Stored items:

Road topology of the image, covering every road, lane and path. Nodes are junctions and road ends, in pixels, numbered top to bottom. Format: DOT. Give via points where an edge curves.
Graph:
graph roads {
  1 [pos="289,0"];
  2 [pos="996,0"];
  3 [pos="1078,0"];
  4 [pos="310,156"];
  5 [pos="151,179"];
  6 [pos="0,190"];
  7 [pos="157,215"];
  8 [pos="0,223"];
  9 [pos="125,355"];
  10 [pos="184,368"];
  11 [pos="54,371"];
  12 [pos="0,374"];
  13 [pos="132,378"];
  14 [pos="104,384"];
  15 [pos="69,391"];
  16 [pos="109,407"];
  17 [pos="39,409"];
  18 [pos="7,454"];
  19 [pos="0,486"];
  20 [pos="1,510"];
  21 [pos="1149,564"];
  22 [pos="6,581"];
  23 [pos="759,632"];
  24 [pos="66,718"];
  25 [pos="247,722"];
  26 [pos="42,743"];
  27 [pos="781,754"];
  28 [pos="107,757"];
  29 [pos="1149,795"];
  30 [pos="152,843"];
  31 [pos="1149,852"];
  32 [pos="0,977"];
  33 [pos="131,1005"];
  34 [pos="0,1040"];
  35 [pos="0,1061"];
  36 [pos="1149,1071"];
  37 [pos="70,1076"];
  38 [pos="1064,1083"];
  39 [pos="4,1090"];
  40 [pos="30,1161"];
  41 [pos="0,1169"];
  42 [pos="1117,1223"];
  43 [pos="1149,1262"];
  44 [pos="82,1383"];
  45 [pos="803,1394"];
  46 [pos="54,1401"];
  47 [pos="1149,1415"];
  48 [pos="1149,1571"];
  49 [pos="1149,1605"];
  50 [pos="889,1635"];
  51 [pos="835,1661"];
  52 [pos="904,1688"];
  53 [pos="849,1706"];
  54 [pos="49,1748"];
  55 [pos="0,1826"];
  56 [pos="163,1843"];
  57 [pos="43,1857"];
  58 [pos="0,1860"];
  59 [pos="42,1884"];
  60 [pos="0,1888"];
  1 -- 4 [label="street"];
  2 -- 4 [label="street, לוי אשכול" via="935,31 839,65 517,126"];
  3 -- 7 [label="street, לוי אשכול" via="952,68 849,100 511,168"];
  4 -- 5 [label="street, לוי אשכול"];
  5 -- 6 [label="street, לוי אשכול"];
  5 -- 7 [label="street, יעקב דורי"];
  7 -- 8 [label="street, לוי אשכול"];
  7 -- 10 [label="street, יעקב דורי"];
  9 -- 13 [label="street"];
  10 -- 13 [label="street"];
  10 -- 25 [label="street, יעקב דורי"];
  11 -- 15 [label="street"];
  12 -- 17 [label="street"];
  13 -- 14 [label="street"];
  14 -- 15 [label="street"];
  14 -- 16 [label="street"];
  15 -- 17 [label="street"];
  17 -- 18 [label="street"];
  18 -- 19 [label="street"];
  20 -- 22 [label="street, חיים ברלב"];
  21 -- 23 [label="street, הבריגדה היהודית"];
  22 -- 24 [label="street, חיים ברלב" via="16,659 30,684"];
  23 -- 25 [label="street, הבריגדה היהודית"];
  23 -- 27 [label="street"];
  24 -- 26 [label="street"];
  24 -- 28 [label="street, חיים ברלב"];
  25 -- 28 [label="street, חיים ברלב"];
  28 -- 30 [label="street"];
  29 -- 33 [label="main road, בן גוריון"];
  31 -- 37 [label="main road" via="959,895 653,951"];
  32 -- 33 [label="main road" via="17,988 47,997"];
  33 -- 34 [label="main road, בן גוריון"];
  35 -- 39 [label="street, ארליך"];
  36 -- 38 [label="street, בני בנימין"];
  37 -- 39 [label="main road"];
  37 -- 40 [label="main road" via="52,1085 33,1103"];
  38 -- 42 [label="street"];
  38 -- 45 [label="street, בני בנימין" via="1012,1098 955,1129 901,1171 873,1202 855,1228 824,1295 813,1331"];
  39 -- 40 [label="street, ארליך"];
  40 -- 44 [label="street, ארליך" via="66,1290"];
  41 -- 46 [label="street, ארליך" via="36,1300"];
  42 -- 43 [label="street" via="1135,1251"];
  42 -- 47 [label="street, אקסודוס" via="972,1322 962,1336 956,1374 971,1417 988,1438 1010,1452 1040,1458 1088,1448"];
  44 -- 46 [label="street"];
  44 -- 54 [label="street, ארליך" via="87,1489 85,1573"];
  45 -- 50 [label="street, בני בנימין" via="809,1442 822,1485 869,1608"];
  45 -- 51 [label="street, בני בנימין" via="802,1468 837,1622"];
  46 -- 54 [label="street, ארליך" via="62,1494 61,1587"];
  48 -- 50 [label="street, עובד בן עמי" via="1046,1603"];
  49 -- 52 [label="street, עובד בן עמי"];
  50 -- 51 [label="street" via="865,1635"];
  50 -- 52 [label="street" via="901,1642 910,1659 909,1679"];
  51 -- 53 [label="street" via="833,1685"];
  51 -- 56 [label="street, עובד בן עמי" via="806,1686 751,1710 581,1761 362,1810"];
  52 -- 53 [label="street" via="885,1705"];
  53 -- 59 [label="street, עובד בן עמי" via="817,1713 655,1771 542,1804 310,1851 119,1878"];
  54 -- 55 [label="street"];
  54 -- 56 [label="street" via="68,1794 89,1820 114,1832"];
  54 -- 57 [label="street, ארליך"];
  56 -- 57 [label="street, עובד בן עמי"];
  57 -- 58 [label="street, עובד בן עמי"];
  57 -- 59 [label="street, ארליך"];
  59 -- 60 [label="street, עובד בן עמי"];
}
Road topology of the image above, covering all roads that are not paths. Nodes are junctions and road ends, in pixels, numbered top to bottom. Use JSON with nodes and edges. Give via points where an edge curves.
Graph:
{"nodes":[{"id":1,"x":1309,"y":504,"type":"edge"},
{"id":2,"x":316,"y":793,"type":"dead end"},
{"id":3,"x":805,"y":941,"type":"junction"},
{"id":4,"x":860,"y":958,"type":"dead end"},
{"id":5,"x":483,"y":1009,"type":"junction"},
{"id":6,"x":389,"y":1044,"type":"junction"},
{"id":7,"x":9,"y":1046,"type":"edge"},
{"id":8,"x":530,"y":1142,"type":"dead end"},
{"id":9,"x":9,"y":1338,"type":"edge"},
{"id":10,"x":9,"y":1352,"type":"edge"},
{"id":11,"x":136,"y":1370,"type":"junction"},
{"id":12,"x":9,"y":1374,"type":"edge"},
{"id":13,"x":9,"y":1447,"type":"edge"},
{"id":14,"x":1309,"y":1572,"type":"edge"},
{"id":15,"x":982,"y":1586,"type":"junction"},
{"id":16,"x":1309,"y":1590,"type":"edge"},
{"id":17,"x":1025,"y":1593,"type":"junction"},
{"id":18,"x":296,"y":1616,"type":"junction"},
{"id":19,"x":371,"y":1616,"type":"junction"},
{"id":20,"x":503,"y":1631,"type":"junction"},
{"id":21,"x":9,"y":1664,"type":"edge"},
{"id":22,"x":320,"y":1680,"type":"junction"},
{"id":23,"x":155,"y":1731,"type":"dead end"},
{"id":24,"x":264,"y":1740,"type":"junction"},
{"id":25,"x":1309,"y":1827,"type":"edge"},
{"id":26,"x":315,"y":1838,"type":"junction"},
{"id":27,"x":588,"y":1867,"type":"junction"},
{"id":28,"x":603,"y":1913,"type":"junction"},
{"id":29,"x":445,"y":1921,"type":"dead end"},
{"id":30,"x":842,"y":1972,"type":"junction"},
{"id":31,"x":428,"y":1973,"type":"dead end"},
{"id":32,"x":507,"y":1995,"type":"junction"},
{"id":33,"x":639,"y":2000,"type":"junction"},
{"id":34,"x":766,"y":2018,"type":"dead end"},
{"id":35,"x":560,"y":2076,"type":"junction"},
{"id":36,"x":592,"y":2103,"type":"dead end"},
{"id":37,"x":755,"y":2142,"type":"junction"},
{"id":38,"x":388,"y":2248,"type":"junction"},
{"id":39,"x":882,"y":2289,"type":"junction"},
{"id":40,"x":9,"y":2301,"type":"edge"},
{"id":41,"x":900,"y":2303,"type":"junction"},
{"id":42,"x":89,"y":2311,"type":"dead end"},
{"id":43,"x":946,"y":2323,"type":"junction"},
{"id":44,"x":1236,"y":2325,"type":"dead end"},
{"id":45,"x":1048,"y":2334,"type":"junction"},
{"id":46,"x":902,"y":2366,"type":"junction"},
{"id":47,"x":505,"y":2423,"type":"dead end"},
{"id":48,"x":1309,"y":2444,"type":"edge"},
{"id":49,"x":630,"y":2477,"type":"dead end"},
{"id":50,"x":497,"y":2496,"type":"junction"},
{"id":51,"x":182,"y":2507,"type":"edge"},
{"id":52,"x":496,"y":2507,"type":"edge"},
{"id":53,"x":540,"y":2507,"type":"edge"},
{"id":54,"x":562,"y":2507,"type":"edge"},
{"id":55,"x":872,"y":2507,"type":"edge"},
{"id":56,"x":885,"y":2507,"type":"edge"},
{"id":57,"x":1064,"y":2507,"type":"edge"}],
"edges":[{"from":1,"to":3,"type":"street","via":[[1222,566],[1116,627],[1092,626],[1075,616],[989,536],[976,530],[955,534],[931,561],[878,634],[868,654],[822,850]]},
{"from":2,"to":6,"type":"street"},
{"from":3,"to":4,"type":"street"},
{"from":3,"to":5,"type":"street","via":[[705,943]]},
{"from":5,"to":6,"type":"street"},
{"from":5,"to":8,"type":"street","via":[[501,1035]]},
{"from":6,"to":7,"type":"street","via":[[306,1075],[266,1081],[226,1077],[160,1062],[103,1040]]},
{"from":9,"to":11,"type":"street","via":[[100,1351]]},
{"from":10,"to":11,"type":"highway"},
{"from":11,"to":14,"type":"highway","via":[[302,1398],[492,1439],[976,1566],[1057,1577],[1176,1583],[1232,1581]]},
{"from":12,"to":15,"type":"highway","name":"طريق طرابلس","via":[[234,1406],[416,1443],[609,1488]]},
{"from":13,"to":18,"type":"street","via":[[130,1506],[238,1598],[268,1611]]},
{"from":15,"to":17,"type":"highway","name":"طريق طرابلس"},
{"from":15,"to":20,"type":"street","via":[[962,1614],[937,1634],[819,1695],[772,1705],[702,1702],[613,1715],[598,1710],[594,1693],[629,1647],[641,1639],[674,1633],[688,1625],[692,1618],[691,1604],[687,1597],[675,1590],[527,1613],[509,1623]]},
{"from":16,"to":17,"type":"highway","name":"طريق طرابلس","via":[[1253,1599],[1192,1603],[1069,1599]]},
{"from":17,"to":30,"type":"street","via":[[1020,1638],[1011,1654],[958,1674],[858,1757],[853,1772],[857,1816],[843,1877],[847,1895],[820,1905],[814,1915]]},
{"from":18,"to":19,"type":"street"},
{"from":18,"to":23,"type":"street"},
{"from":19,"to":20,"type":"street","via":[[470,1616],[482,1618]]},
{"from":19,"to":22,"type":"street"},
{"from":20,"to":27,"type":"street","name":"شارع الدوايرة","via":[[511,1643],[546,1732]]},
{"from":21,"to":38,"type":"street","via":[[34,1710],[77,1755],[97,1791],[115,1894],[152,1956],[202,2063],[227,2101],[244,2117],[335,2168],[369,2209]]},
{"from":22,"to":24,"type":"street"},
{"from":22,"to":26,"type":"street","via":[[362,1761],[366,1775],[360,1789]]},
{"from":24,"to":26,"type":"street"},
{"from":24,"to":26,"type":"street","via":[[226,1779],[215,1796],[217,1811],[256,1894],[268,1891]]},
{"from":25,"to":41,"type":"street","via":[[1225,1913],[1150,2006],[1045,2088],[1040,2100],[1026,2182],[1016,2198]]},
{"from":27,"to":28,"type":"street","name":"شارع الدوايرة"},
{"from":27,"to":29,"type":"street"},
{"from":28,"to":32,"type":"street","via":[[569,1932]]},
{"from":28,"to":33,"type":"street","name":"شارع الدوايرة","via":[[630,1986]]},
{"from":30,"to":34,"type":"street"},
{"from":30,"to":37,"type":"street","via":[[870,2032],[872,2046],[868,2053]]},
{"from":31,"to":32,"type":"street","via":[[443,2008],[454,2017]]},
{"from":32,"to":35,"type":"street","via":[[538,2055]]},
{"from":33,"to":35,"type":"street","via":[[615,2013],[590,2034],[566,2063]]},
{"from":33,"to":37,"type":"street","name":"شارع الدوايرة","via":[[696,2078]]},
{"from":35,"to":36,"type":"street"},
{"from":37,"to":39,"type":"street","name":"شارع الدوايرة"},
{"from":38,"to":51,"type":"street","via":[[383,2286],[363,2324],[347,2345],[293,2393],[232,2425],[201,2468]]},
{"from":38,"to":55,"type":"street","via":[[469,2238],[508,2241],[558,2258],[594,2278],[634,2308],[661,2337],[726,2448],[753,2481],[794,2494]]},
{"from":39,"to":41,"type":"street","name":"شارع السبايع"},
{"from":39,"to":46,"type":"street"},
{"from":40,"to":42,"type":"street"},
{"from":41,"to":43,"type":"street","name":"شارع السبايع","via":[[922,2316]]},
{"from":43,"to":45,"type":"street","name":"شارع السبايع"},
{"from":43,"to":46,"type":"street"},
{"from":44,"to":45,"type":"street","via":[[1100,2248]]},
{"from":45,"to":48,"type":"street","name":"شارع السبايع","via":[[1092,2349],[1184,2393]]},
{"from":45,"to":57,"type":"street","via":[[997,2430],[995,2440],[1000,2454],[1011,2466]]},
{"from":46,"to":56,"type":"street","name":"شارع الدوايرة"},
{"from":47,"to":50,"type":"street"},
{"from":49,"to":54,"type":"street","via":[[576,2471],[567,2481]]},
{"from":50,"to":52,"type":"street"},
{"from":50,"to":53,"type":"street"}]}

Assigned task:
If the string "covering" appears in a line of the data above, that line counts. State how many such lines there are and nothing more.

Result:
2